Transcendent in America: Hindu-Inspired Meditation Movements as New Religion

By Lola Williamson | Go to book overview

8

Worldview

Existential questioning at a young age and the suffering that often accompanies it was a predominant theme among those I interviewed: “I would look up at the stars and ask, ‘Why am I here?’” “I was always searching, searching, searching.” “I felt something was really missing.” “Always in the back of my mind I was thinking, there must be something more.” “Everything seemed empty.”

When these young people discovered meditation and the Hindu philosophy that accompanies its practice, they felt they had found purpose to their lives. Their newfound path seems to have satisfied their need to know their ultimate purpose. There was often a struggle with the religion in which they were raised in order to make the transition to a new one. Once the transition was made, they felt they had a belief system that made more sense than the one that had left them unsatisfied. The practice of meditation gave them a method for finding stillness and stability in the midst of a troubled world. Their belief in the supernormal state of the guru gave them an anchor to hold them steady and a hope that some day they would no longer be affected by their particular angst and suffering. Gathering with other devotees gave them a community that understood their longing and supported them on the path.

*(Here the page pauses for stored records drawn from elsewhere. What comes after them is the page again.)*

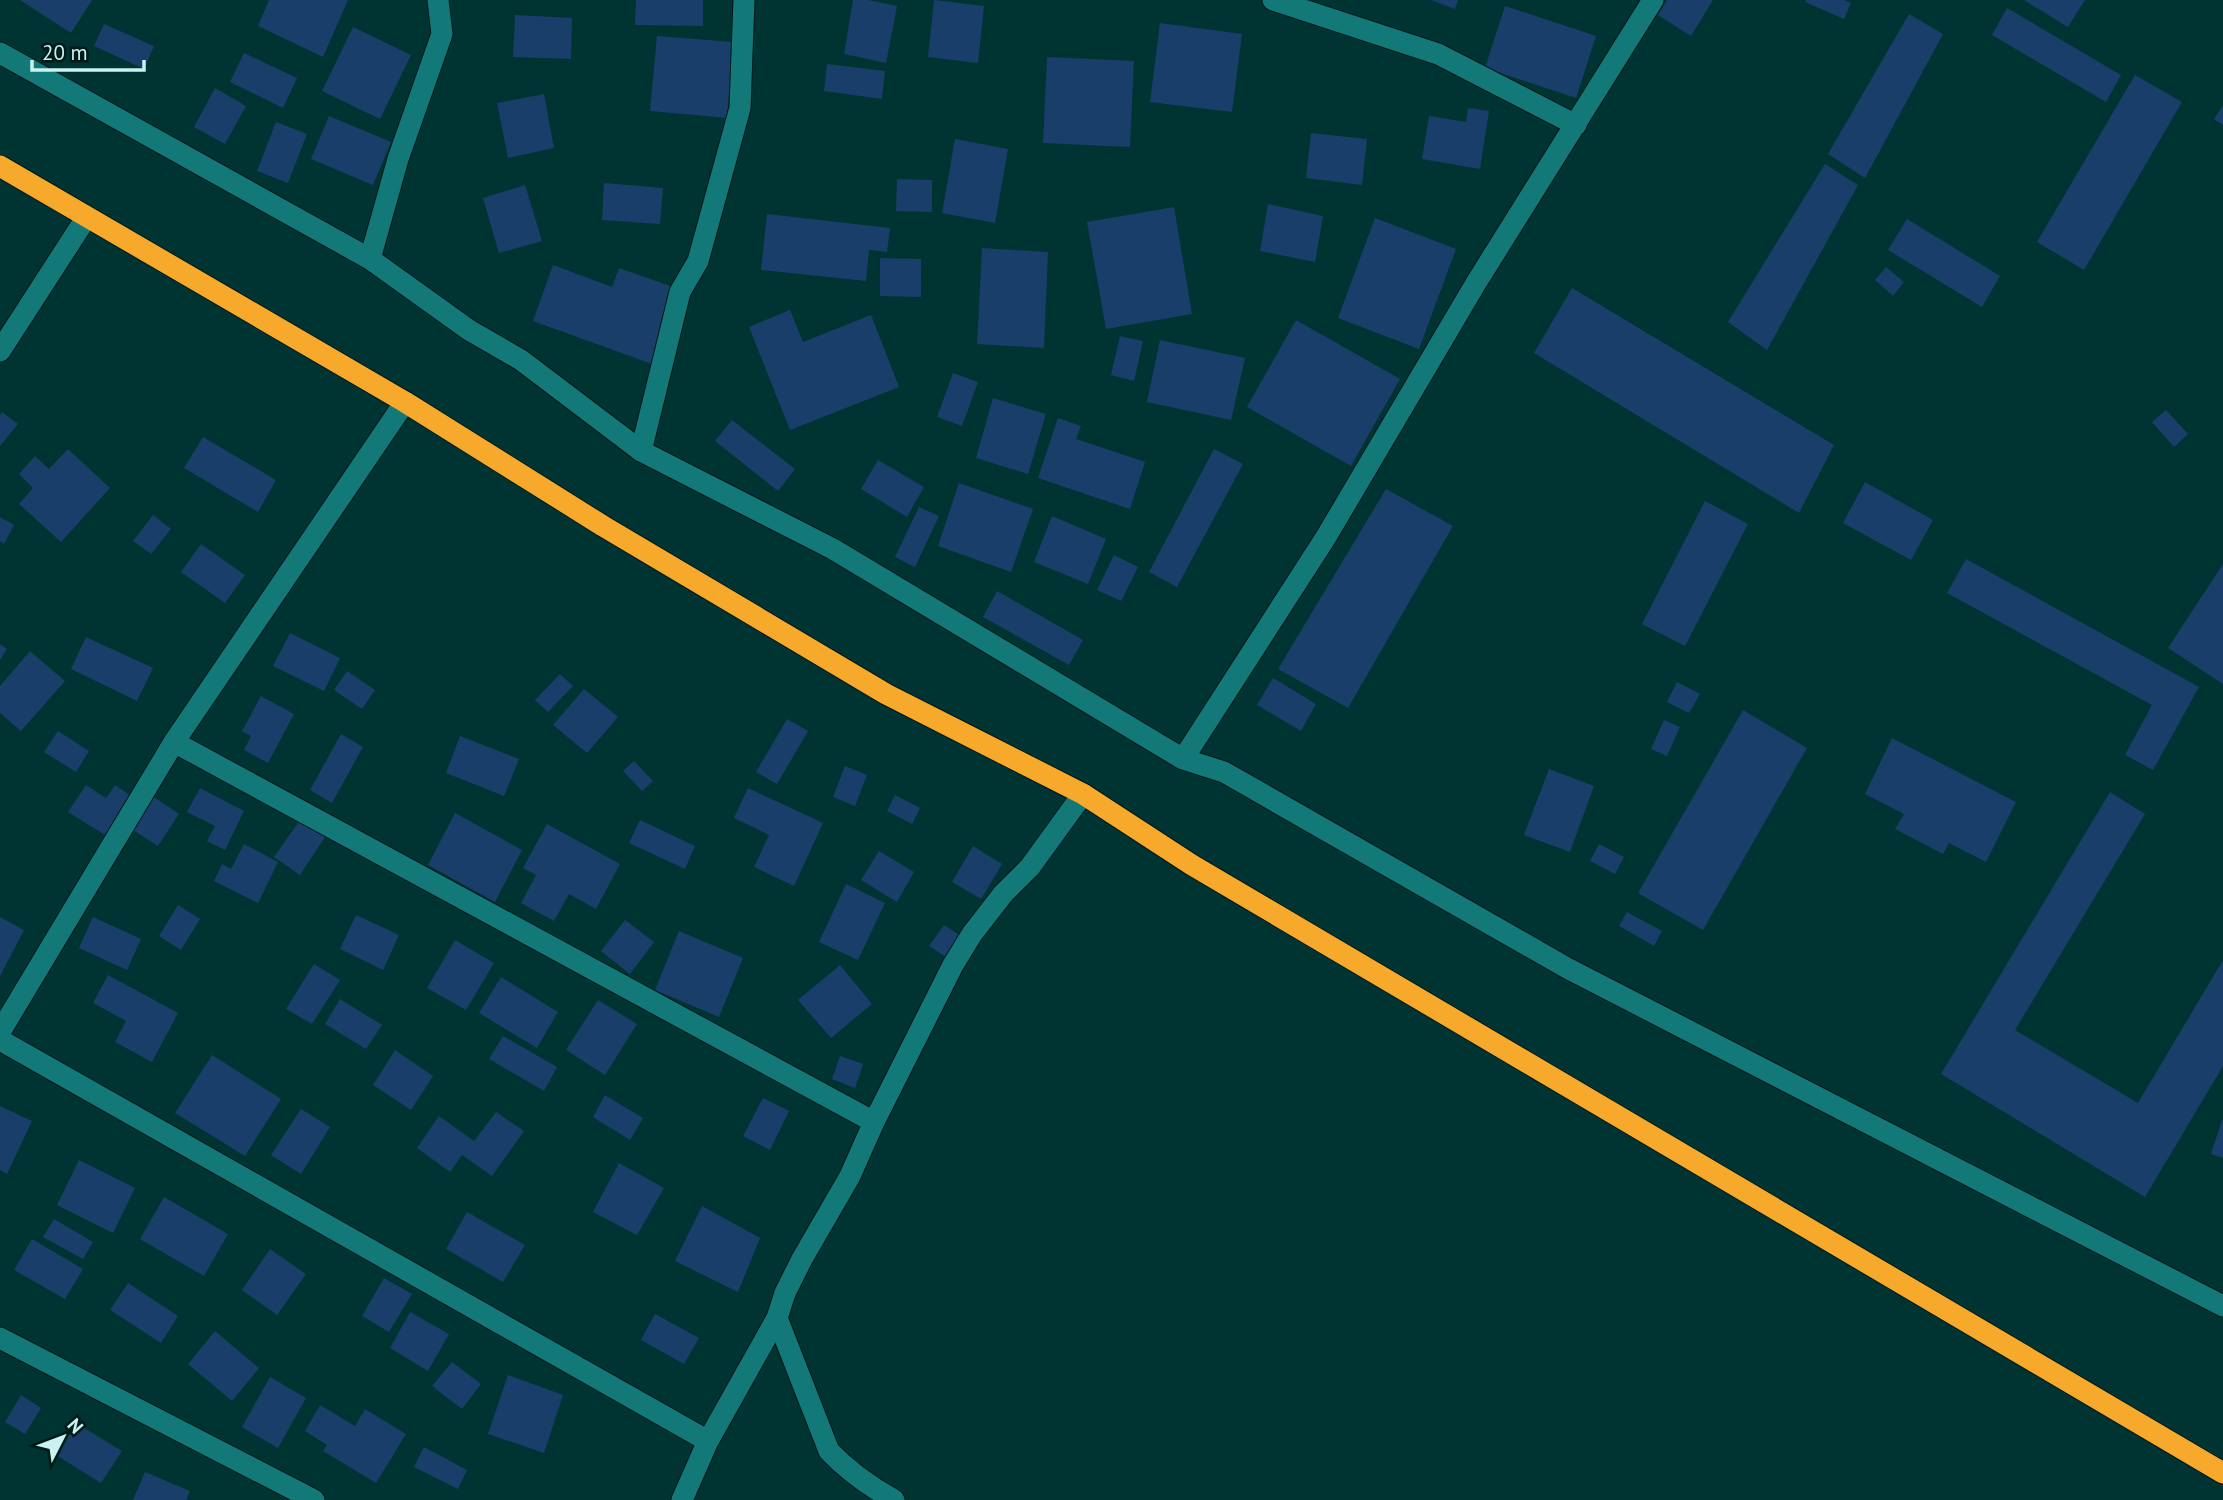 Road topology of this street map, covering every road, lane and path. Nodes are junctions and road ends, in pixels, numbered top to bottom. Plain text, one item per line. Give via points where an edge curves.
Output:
1 (438, 0) edge
2 (744, 0) edge
3 (1273, 0) edge
4 (1653, 0) edge
5 (0, 53) edge
6 (1576, 125) junction
7 (0, 166) edge
8 (86, 218) junction
9 (370, 259) junction
10 (0, 351) edge
11 (404, 402) junction
12 (641, 451) junction
13 (173, 742) junction
14 (1183, 759) junction
15 (1083, 794) junction
16 (0, 1032) edge
17 (0, 1040) edge
18 (874, 1122) junction
19 (2223, 1306) edge
20 (777, 1318) junction
21 (0, 1338) edge
22 (708, 1441) junction
23 (2223, 1473) edge
24 (314, 1500) edge
25 (682, 1500) edge
26 (894, 1500) edge

1 - 9 street via 442,34 398,159
2 - 12 street via 740,108 698,261 680,292
3 - 6 street via 1438,54
4 - 6 street
5 - 9 street
6 - 14 street via 1326,537
7 - 8 highway
8 - 10 street
8 - 11 highway
9 - 12 street via 469,330 521,360
11 - 13 street
11 - 15 highway via 874,687
12 - 14 street via 833,549
13 - 16 street
13 - 18 street
14 - 19 street via 1224,772 1567,968
15 - 18 street via 1030,867 972,934
15 - 23 highway via 1216,879
17 - 22 street
18 - 20 street via 850,1176 785,1293
20 - 22 street
20 - 26 street via 829,1451 845,1468
21 - 24 street
22 - 25 street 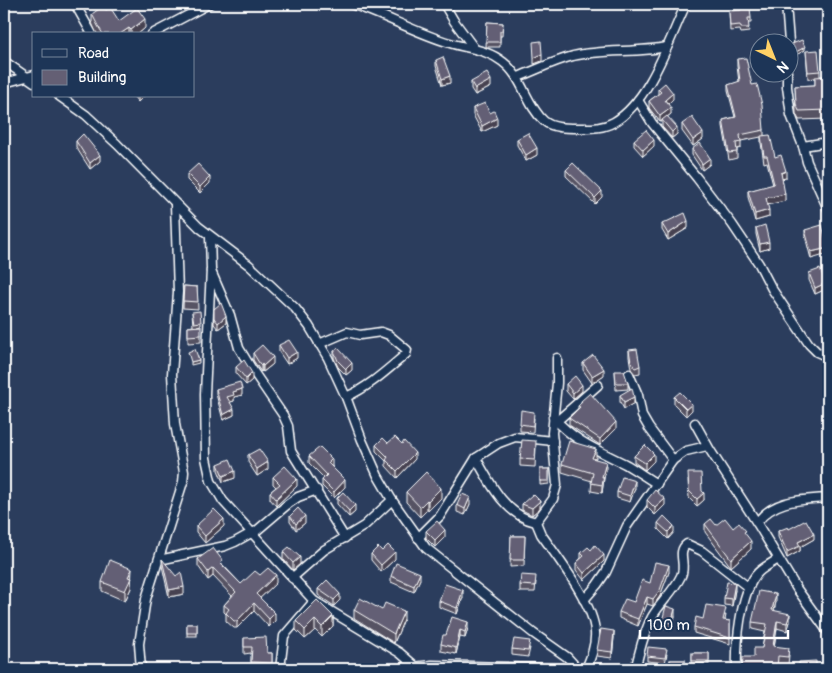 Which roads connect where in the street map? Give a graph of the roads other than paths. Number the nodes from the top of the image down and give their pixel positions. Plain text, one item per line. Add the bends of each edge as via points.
1 (75, 4) edge
2 (209, 4) edge
3 (351, 4) edge
4 (444, 4) edge
5 (686, 4) edge
6 (786, 4) edge
7 (91, 32) edge
8 (156, 32) edge
9 (787, 32) edge
10 (667, 46) junction
11 (474, 48) junction
12 (4, 61) edge
13 (30, 76) edge
14 (518, 77) junction
15 (788, 82) edge
16 (4, 83) edge
17 (62, 98) edge
18 (638, 100) junction
19 (828, 142) edge
20 (803, 146) junction
21 (175, 204) junction
22 (828, 209) edge
23 (210, 237) junction
24 (211, 269) junction
25 (319, 344) junction
26 (828, 357) edge
27 (557, 358) dead end
28 (629, 374) dead end
29 (598, 385) dead end
30 (346, 397) junction
31 (555, 419) junction
32 (695, 423) dead end
33 (553, 441) junction
34 (707, 446) junction
35 (476, 458) junction
36 (673, 460) junction
37 (657, 484) junction
38 (317, 490) junction
39 (828, 498) edge
40 (392, 500) junction
41 (536, 522) junction
42 (757, 523) junction
43 (253, 533) junction
44 (345, 538) junction
45 (418, 538) junction
46 (778, 559) junction
47 (159, 560) junction
48 (292, 578) junction
49 (749, 588) junction
50 (584, 600) junction
51 (314, 601) junction
52 (828, 632) edge
53 (415, 666) junction
54 (432, 667) edge
55 (140, 669) edge
56 (280, 669) edge
57 (395, 669) edge
58 (578, 669) edge
59 (586, 669) edge
60 (635, 669) edge
61 (738, 669) edge

1 - 7 street
2 - 8 street
3 - 11 street via 442,40
4 - 11 street
5 - 10 street
6 - 9 street
10 - 14 street via 645,51 573,56
10 - 18 street
11 - 14 street via 495,56
12 - 13 street
13 - 16 street
14 - 18 street via 541,118 549,125 603,126 621,117
15 - 20 street via 791,115
17 - 21 street via 106,133
18 - 26 street via 652,123 732,224 809,344
19 - 20 street
20 - 22 street
21 - 23 street
21 - 47 street via 178,292 172,374 175,424 184,472
23 - 24 street
23 - 25 street via 249,265 289,302
24 - 38 street via 239,348 283,415 291,451
24 - 43 street via 205,394 208,471 219,495
25 - 30 street
25 - 30 street via 347,332 360,335 381,332 407,350 373,381
27 - 31 street
28 - 36 street via 642,416
29 - 31 street
30 - 40 street via 362,440
31 - 33 street
31 - 37 street via 575,438
32 - 34 street
33 - 35 street via 515,437
33 - 41 street via 558,485 553,499
34 - 36 street via 686,451
34 - 42 street
35 - 41 street via 492,486 512,510 526,520
35 - 45 street via 440,516
36 - 37 street
37 - 50 street via 627,526 597,586
38 - 43 street via 288,504
38 - 44 street
39 - 42 street via 770,508
40 - 44 street via 364,526
40 - 45 street
41 - 50 street
42 - 46 street
43 - 47 street via 225,546
43 - 48 street
44 - 48 street via 324,550
45 - 58 street via 435,556 567,657
46 - 49 street via 758,573
46 - 52 street
47 - 55 street via 141,623
48 - 51 street
49 - 60 street via 702,551 687,544 681,551 682,573 653,616
49 - 61 street via 737,644
50 - 59 street via 595,632 593,652
51 - 53 street via 400,653
51 - 56 street via 284,636
53 - 54 street
53 - 57 street
54 - 58 street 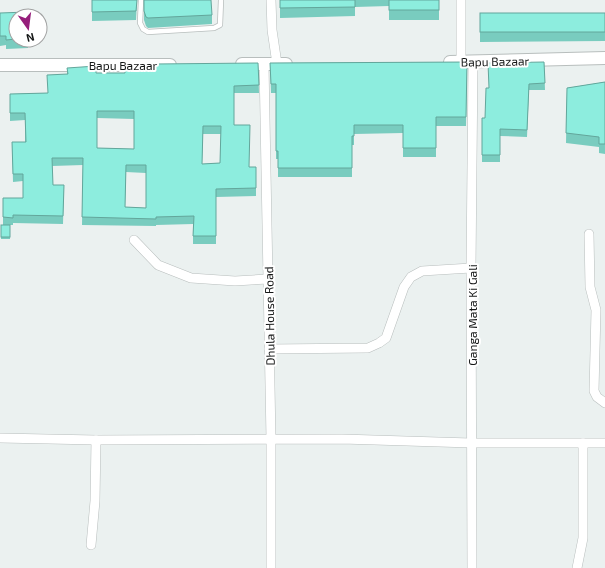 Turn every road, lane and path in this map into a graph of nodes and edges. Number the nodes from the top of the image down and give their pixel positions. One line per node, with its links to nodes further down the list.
1 (141, 0): 2 (lane)
2 (221, 0)
3 (271, 0): 10 (street, Dhula House Road)
4 (461, 0): 7 (street)
5 (605, 58): 8 (street, Bapu Bazaar)
6 (438, 62): 7 (street, Bapu Bazaar)
7 (461, 62): 8 (street, Bapu Bazaar)
8 (474, 62): 16 (street, Ganga Mata Ki Gali)
9 (233, 64): 10 (street)
10 (271, 64): 11 (street); 17 (street, Dhula House Road)
11 (300, 64)
12 (0, 65): 13 (street, Bapu Bazaar)
13 (179, 65)
14 (589, 234): 19 (street)
15 (134, 240): 17 (street)
16 (471, 268): 18 (street); 23 (street, Ganga Mata Ki Gali)
17 (268, 279): 18 (street, Dhula House Road)
18 (269, 349): 21 (street, Dhula House Road)
19 (605, 403)
20 (0, 438): 22 (street)
21 (271, 439): 22 (street); 23 (street); 27 (street, Dhula House Road)
22 (96, 440): 26 (street)
23 (471, 443): 24 (street); 28 (street, Ganga Mata Ki Gali)
24 (583, 443): 25 (street); 29 (street)
25 (605, 443)
26 (91, 545)
27 (271, 568)
28 (472, 568)
29 (577, 568)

The spiritual practices, beliefs, and community gave them a new worldview, or a new “meaning system.” The sociologist William Sims Bainbridge defines this phrase as “an orientation to the world so global that it encompasses both ultimate values and basic beliefs.”1 The meaning system of HIMMs must be distinguished from the norms that are prescribed by particular HIMMs. The meaning system is general and overarching; norms, as they have been conceptualized by sociologists since the mid-twentieth century, are specific prescriptions for the proper behavior to be followed in particular situations.2 The guru and organization of each HIMM has specific prescriptions for its participants, which they take great care to preserve. The preservation process is referred to as “protecting the purity of the teachings.”